The Sverdlovsk anthrax outbreak of 1979

In April and May 1979, an unusual anthrax epidemic occurred in Sverdlovsk, Union of Soviet Socialist Republics. Soviet officials attributed it to consumption of contaminated meat. U.S. agencies attributed it to inhalation of spores accidentally released at a military microbiology facility in the city. Epidemiological data show that most victims worked or lived in a narrow zone extending from the military facility to the southern city limit. Farther south, livestock died of anthrax along the zone's extended axis. The zone paralleled the northerly wind that prevailed shortly before the outbreak. It is concluded that the escape of an aerosol of anthrax pathogen at the military facility caused the outbreak.
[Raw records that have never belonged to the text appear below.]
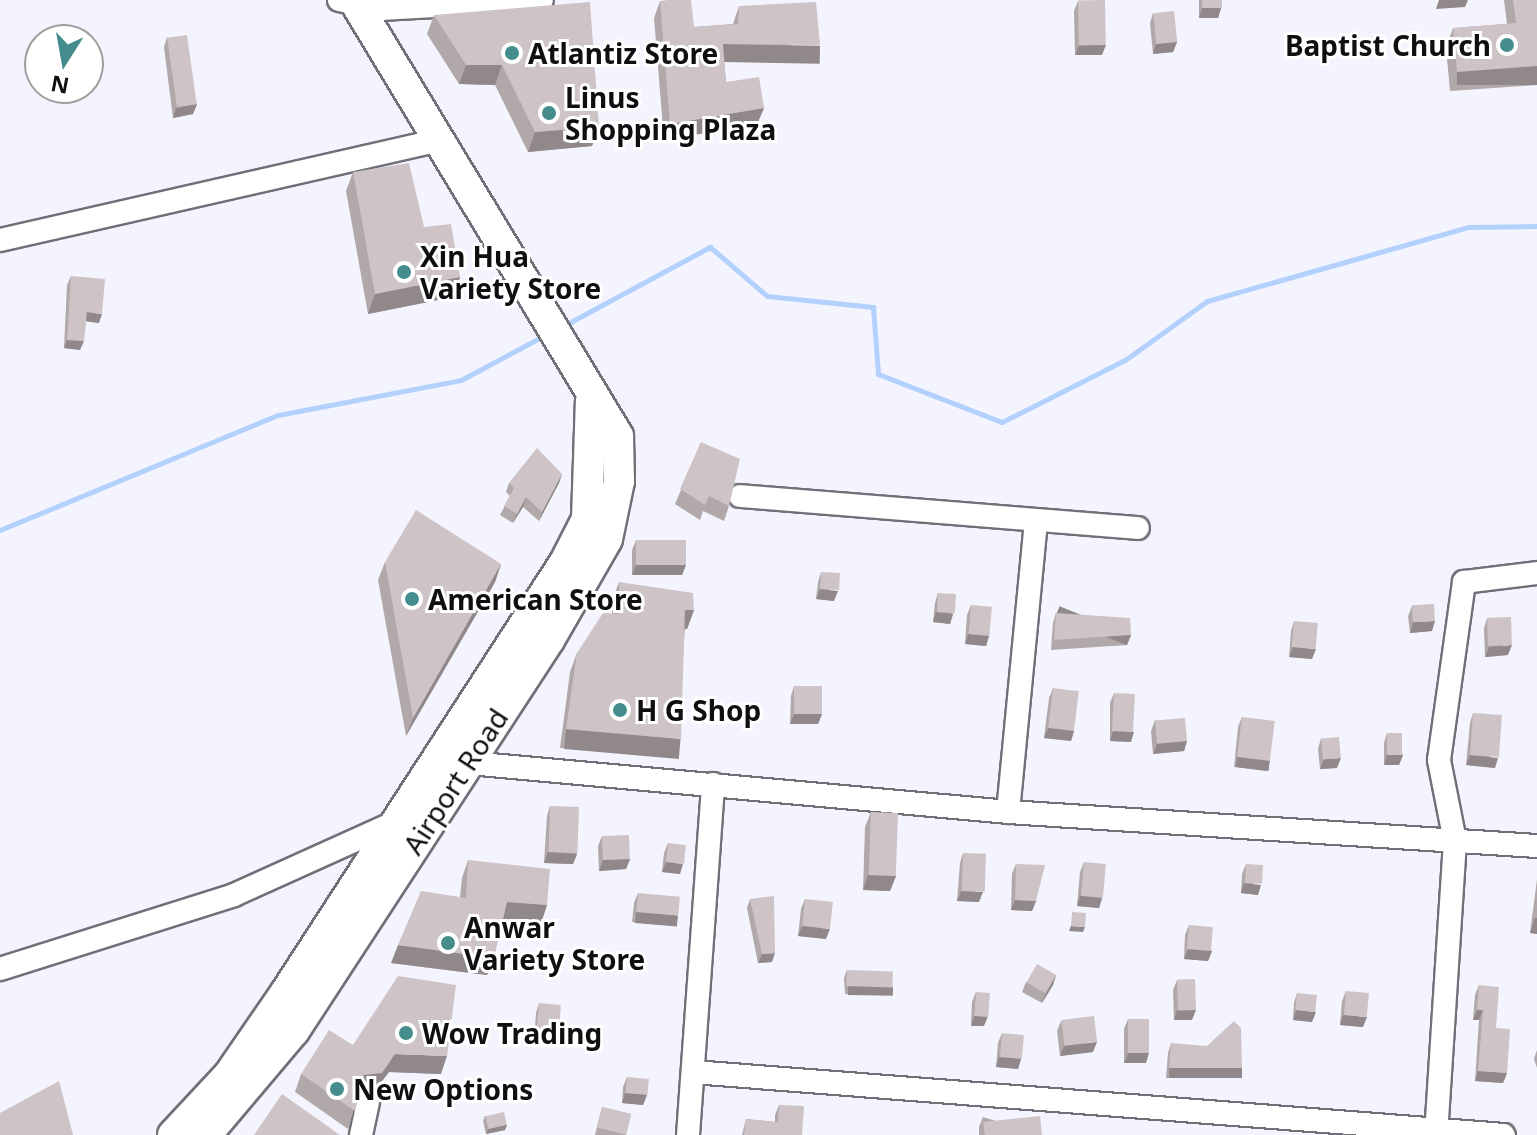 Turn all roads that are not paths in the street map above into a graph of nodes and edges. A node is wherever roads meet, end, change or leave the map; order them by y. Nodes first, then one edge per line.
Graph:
1 (542, 0) edge
2 (362, 2) edge
3 (436, 141) junction
4 (0, 240) edge
5 (740, 496) dead end
6 (1036, 521) junction
7 (1138, 528) dead end
8 (1537, 573) edge
9 (450, 761) junction
10 (713, 784) junction
11 (441, 801) junction
12 (1008, 812) junction
13 (398, 821) junction
14 (1455, 841) junction
15 (1537, 846) edge
16 (0, 969) edge
17 (693, 1072) junction
18 (368, 1102) dead end
19 (1437, 1133) edge
20 (173, 1135) edge
21 (206, 1135) edge
22 (361, 1135) edge
23 (688, 1135) edge
24 (1504, 1135) edge

1 - 2 street
2 - 3 street, Airport Road
3 - 4 street
3 - 9 street, Airport Road
5 - 6 street
6 - 7 street
6 - 12 street
8 - 14 street
9 - 10 street
9 - 11 street, Airport Road
9 - 13 street, Airport Road
10 - 12 street
10 - 17 street
11 - 13 street
11 - 21 street, Airport Road
12 - 14 street
13 - 16 street
13 - 20 street, Airport Road
14 - 15 street
14 - 19 street
17 - 19 street
17 - 23 street
18 - 22 street
19 - 24 street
Satellite imaging as a technique for obtaining disease-related data

Because of its initial expense, remote sensing imagery has been frequently ignored in studying the epidemiology and ecology of human and animal diseases. However, these digital images have many advantages when the theoretical restrictions and constraints on the data are understood. Remote sensing imagery has the potential significantly to improve the effectiveness and delivery of disease control programmes. As soon as it can be integrated into the operational aspects of programmes, remote sensing imagery will pass from being a data-driven research tool to being need-driven.

Applications of remote sensing to the identification of the habitats of parasites and disease vectors

Remote sensing has been largely ignored in the identification of parasite and disease vector habitats. It has a number of advantages, both in improved control and understanding, and should be considered by more field-orientated scientists. Successful and potential applications involving mosquitoes, ticks, trematodes, and tsetse flies are briefly reviewed by Martin Hugh-Jones.

Evaluation of biosecurity in broiler breeders

The economic impact of management practices designed to limit the introduction of disease into a parent broiler breeder flock (biosecurity) was evaluated using benefit-cost analysis. Equations were developed to quantify the losses resulting from infection with one of four alternative categories of disease representing incremental levels of pathogenicity. Realistic costs and assumed values relating to the probability of infection were used to evaluate the ameliorative effect of three alternative levels of biosecurity. A microcomputer spreadsheet program was used to confirm that expenditure on protective measures can be justified by both the risk of introducing a disease and the magnitude of losses that may occur following infection.

The evidence for the airborne spread of Newcastle disease

Newcastle disease virus has been shown to survive when airborne in small particles, both in the laboratory and in the open air. Field outbreaks have been studied and viable virus has been recovered from the open air short distances downwind of infected premises. Vaccination of birds leads to a great reduction in the amount of virus liberated into the air.